The environmental assessment, funded by the city, would get underway if the master plan is approved by council.

But the mayor added that any link to the airport "cannot compromise" peak light rail service for Barrhaven and Riverside South.

Airport link would slow O-Train, deputy city manager says

When the master plan was tabled last month, city deputy manager Nancy Schepers said a direct link to the airport would jeopardize the city's goal of commuters boarding an O-Train every eight minutes.

"We're much better off to serve the ridership in the south-eastern community which are regular riders, every day, than trying to split the service and go into the airport," Schepers said at the time.

Mark Laroche, president and CEO of the Ottawa International Airport Authority, said he's prepared to work with the city plan.

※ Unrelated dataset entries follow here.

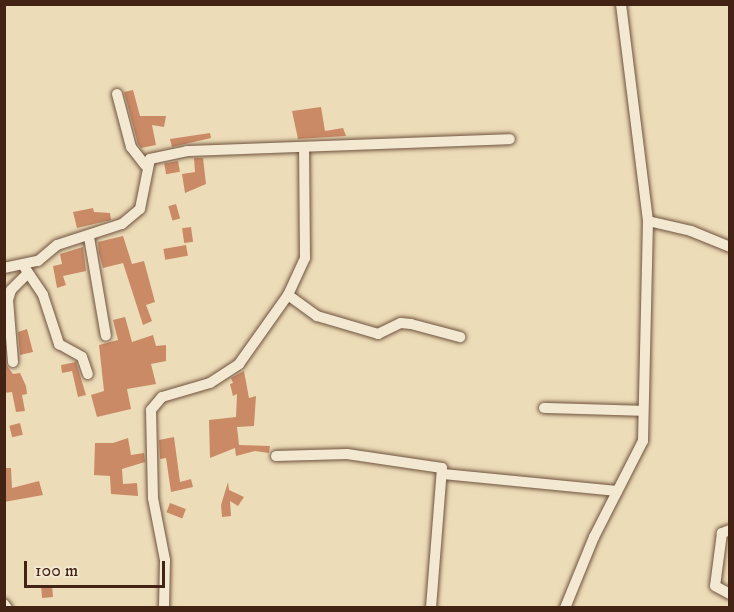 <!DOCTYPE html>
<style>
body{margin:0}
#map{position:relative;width:734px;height:612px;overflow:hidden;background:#eddcb8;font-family:"IM FELL DW Pica",serif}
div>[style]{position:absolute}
.building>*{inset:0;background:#ca8a66;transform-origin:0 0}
.roads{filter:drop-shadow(0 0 2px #6e523d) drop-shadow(0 0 2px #6e523d)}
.minor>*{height:10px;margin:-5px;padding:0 5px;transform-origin:5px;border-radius:5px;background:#f3e8d1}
span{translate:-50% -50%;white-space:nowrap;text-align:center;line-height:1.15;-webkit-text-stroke:6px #f3e8d1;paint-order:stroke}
.frame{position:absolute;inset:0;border:6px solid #432414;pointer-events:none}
.scale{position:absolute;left:24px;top:561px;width:141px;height:27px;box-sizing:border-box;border:3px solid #432414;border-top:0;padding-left:8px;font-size:18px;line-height:21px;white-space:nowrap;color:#432414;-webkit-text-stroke:4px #f3e8d1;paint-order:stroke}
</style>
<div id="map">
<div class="building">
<i style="clip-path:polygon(133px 90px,140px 116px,166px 116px,164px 127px,152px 125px,156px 145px,141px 148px,138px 144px,124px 92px)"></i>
<i style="clip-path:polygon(321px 107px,325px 131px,343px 128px,346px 136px,298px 139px,292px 111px)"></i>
<i style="clip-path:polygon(210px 133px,211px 138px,172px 147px,170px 139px)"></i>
<i style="clip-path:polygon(194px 158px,203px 158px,206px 184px,185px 193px,182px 174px,195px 172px)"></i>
<i style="left:178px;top:161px;width:11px;height:14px;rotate:80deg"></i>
<i style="left:176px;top:204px;width:15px;height:8px;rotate:74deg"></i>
<i style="clip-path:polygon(93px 208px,94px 212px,110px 213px,111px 220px,77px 228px,73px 212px)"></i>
<i style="left:191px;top:227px;width:15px;height:9px;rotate:82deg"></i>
<i style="clip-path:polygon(123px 236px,132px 264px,144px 261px,155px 302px,146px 305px,152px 321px,143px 325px,123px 263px,103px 268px,99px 253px,98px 242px)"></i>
<i style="left:186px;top:245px;width:11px;height:23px;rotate:80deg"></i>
<i style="clip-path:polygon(83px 247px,86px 271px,63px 276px,66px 285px,57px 288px,53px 266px,62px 264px,60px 254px)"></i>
<i style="clip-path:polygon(125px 317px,132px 342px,153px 335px,156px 346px,166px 345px,166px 361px,151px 364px,156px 384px,127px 389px,131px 409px,97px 417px,91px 395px,104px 391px,99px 345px,118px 340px,113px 320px)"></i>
<i style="clip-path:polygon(27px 329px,33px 352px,20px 355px,18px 332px)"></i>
<i style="clip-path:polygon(4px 350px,7px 366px,13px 374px,20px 373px,26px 386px,27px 394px,22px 395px,25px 411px,16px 412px,12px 392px,4px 393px)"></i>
<i style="clip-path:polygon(76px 362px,86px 395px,78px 397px,72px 371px,62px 373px,61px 365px)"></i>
<i style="clip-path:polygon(244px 371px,249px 398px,256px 396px,254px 426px,237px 427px,239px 445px,270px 446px,269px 453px,255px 451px,236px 456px,235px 448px,210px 458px,209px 420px,236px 417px,237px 394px,233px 396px,230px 384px,233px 383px,231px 378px)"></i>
<i style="left:20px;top:423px;width:12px;height:11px;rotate:76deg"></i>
<i style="clip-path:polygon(174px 437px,180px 482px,191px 479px,193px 487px,171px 492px,166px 458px,160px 459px,159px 440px)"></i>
<i style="clip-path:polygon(128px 438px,131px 455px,144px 453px,145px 462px,122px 469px,123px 484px,137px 483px,138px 496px,111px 494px,110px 476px,94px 475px,95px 443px,113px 443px)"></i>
<i style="clip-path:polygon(4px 468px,11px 468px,12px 488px,39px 481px,43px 495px,4px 502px)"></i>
<i style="clip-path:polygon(228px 482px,229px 490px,244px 497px,238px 506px,230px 501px,231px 516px,222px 517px,221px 505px)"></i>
<i style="left:170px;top:503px;width:17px;height:10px;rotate:21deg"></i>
<i style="left:52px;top:585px;width:12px;height:11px;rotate:85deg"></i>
</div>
<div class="roads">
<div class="minor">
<i style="left:117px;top:94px;width:55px;rotate:75.2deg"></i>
<i style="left:131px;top:147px;width:23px;rotate:52deg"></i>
<i style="left:648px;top:221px;width:44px;rotate:13.1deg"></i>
<i style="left:691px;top:231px;width:42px;rotate:22.3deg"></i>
<i style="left:89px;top:237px;width:100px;rotate:80.3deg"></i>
<i style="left:23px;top:265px;width:36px;rotate:56deg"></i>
<i style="left:43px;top:295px;width:52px;rotate:71.9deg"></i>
<i style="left:59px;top:344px;width:26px;rotate:29deg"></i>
<i style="left:82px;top:357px;width:18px;rotate:71deg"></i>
<i style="left:4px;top:268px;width:35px;rotate:-12deg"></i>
<i style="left:38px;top:261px;width:25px;rotate:-40deg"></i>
<i style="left:57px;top:245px;width:68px;rotate:-17.9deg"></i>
<i style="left:122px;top:224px;width:23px;rotate:-40deg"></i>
<i style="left:140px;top:209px;width:51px;rotate:-78.7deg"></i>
<i style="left:150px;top:159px;width:38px;rotate:-12deg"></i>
<i style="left:187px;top:151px;width:323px;rotate:-2.1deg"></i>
<i style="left:288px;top:295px;width:36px;rotate:36deg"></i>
<i style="left:317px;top:316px;width:64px;rotate:16.4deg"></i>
<i style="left:378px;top:334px;width:25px;rotate:-26deg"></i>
<i style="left:401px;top:323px;width:10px;rotate:6deg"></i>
<i style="left:411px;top:324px;width:51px;rotate:14.9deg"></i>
<i style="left:13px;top:362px;width:62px;rotate:-94.6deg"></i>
<i style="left:8px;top:300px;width:10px;rotate:-73deg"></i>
<i style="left:11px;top:290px;width:23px;rotate:-45deg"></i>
<i style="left:544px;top:408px;width:99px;rotate:1.7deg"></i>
<i style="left:276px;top:456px;width:71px;rotate:-1.6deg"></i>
<i style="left:347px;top:454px;width:96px;rotate:8.4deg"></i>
<i style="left:442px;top:468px;width:140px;rotate:94.5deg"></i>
<i style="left:443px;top:474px;width:175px;rotate:5.6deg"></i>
<i style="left:730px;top:530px;width:9px;rotate:159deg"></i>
<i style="left:722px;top:533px;width:53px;rotate:97.5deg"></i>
<i style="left:715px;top:586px;width:17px;rotate:28deg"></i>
<i style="left:4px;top:604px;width:5px;rotate:53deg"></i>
<i style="left:164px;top:608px;width:48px;rotate:-88.8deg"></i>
<i style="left:165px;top:560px;width:63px;rotate:-101deg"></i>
<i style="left:153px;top:498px;width:88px;rotate:-91.3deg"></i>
<i style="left:151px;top:410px;width:17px;rotate:-50deg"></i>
<i style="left:162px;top:397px;width:50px;rotate:-16.3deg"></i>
<i style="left:210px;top:383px;width:35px;rotate:-33deg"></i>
<i style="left:239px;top:364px;width:85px;rotate:-54.6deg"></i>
<i style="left:288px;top:295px;width:41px;rotate:-65.3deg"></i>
<i style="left:305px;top:258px;width:109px;rotate:-90.5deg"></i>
<i style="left:565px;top:608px;width:77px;rotate:-67.8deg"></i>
<i style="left:594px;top:537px;width:108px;rotate:-63deg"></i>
<i style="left:643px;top:441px;width:220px;rotate:-88.7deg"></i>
<i style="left:648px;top:221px;width:219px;rotate:-97.1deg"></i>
</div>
</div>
<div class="frame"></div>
<div class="scale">100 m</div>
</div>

"The debate is not over yet," he said at the time. "There may be possibilities where a better connection to light rail, maybe a spur, is not announced at this time but maybe there is room for improvement on that plan."

Laroche had said possibilities include a shuttle service connecting the terminal to the O-Train.

In the email Watson wrote to councillors, he said Laroche will be meeting with the city over the coming weeks to discuss the issue.

The master plan tabled last month proposes extending the O-Train with five additional stations at Gladstone, Walkley, South Keys, Leitrim and Bowesville.

It narrowly misses the airport by one and half kilometres.

The decision comes at a time when Toronto is building a rail connection to its airport, and Montreal is also planning one.